What has it been like transferring between university in, India, Germany, the Netherlands, Italy and now Oxford?

“So, when I did my bachelor’s and master’s in India, psychology was like a cool subject for me, but when I tried to transit into the cognitive neuroscience it was even cooler, but it was a drastic change. I had to start studying interdisciplinary science mostly related to physics, chemistry, biology of the brain, coding and programming, all of these things in depth.

In the first year of my MSc in Italy, I completed all my courses, 11 courses in total, so I could dedicate rest of my time completely on my research. I wanted a new environment to get more exposure, so I made a plan that I had to do my internship and thesis at two different places. So, that’s why I went to Germany and why I went to the Netherlands and now here in Utrecht working as a Junior Researcher. I graduated last year in March and then continued working on the same project at UMC Utrecht.

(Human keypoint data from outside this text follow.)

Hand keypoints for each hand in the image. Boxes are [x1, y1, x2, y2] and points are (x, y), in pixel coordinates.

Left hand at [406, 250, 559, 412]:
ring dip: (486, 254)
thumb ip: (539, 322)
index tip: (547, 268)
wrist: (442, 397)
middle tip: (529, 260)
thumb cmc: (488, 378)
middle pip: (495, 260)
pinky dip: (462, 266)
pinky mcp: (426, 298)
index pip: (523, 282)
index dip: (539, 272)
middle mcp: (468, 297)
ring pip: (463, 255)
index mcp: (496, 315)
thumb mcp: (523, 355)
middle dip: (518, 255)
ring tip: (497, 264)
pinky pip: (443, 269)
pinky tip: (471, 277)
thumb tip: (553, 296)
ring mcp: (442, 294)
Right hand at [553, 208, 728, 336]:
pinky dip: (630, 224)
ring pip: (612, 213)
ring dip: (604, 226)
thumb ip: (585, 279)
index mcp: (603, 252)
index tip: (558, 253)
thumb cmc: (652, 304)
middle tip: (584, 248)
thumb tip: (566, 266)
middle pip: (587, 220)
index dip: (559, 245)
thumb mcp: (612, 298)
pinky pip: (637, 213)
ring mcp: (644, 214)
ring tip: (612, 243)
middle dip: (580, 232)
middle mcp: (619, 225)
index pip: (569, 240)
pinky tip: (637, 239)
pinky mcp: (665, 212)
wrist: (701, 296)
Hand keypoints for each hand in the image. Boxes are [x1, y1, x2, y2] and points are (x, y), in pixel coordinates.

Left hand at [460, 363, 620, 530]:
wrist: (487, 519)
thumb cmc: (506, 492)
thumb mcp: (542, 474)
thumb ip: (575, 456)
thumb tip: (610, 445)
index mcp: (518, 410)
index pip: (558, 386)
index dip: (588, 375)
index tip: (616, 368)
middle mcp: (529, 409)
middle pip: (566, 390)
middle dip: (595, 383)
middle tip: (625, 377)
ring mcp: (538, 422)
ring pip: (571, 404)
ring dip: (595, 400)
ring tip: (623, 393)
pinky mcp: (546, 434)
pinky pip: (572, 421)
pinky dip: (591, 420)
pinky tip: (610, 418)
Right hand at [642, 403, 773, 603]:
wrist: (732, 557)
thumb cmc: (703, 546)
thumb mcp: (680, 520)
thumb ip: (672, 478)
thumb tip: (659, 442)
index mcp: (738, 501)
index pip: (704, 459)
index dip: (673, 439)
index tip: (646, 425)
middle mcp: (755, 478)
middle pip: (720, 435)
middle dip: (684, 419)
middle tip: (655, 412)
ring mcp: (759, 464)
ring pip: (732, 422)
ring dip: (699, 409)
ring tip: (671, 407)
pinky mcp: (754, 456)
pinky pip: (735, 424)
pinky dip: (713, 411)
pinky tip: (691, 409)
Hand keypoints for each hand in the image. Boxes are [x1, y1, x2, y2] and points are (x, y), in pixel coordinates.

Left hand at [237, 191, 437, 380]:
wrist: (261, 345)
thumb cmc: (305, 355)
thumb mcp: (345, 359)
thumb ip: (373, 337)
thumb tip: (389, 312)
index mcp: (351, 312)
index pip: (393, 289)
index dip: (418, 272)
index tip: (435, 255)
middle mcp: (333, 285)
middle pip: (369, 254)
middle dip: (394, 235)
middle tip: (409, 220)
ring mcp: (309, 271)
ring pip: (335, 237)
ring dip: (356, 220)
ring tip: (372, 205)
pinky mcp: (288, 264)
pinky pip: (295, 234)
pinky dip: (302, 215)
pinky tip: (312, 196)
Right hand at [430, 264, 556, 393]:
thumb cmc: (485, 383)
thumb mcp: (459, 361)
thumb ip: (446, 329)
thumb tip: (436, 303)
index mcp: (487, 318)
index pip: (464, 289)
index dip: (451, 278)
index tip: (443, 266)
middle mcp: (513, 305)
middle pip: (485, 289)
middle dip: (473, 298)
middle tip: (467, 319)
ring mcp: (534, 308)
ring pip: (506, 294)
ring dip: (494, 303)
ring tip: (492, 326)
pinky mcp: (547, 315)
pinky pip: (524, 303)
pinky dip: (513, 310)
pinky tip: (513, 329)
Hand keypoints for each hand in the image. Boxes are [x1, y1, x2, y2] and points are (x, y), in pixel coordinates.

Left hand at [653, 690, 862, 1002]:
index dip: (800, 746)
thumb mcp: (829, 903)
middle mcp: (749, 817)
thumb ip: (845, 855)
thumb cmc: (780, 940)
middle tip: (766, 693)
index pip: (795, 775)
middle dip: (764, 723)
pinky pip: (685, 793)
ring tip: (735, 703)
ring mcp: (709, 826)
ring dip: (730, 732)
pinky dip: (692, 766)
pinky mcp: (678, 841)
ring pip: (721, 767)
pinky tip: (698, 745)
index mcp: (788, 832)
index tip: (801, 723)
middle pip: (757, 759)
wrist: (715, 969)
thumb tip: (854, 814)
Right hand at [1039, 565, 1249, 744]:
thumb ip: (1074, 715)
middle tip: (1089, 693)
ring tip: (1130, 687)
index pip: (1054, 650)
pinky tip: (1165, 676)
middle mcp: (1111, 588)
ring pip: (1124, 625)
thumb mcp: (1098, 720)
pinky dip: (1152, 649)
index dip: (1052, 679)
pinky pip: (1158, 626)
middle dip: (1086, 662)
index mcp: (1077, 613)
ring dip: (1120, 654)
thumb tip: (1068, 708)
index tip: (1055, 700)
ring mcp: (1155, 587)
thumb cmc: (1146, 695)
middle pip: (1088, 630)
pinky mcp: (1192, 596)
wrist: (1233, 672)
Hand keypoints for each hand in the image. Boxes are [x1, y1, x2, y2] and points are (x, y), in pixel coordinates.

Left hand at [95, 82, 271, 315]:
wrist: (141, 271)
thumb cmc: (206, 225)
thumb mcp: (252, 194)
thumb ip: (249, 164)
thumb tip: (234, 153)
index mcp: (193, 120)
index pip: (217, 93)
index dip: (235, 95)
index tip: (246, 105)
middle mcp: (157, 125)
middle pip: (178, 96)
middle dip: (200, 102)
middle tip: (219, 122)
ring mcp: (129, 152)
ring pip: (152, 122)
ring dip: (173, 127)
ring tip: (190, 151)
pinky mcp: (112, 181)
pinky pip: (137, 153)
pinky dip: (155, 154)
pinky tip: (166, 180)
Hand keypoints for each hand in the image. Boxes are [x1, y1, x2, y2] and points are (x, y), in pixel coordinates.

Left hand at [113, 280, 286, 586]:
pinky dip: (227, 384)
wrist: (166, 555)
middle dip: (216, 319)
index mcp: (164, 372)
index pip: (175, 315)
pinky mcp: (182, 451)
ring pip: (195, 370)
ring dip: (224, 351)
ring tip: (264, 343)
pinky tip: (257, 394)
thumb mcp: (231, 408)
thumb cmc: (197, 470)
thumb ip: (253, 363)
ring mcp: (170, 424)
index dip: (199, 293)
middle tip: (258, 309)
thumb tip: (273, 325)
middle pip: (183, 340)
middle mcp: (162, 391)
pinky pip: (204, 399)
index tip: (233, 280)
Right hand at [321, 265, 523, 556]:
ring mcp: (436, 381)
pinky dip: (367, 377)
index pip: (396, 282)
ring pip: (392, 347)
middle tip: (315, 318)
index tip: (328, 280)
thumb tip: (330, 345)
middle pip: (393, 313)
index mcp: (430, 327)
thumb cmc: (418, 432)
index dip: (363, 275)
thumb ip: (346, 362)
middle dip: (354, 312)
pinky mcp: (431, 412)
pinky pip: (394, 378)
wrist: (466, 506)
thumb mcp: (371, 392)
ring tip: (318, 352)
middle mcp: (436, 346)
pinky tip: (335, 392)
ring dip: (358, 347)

So, I’m working on this and meanwhile I was looking for a PhD opportunity and contacting professors. It took a lot of time for me, but finally when I got selected, I was very happy, but I couldn’t get the studentship from the university so then I started searching for funding. That was also very difficult and then finally I was very lucky to find this one studentship from SSA. I was just like fingers crossed.

So yes, it took a lot of patience to do all the work and applying and [laughs] yes.”

Saba Ishrat was interviewed by Rob Calder and the transcript edited for length and clarity.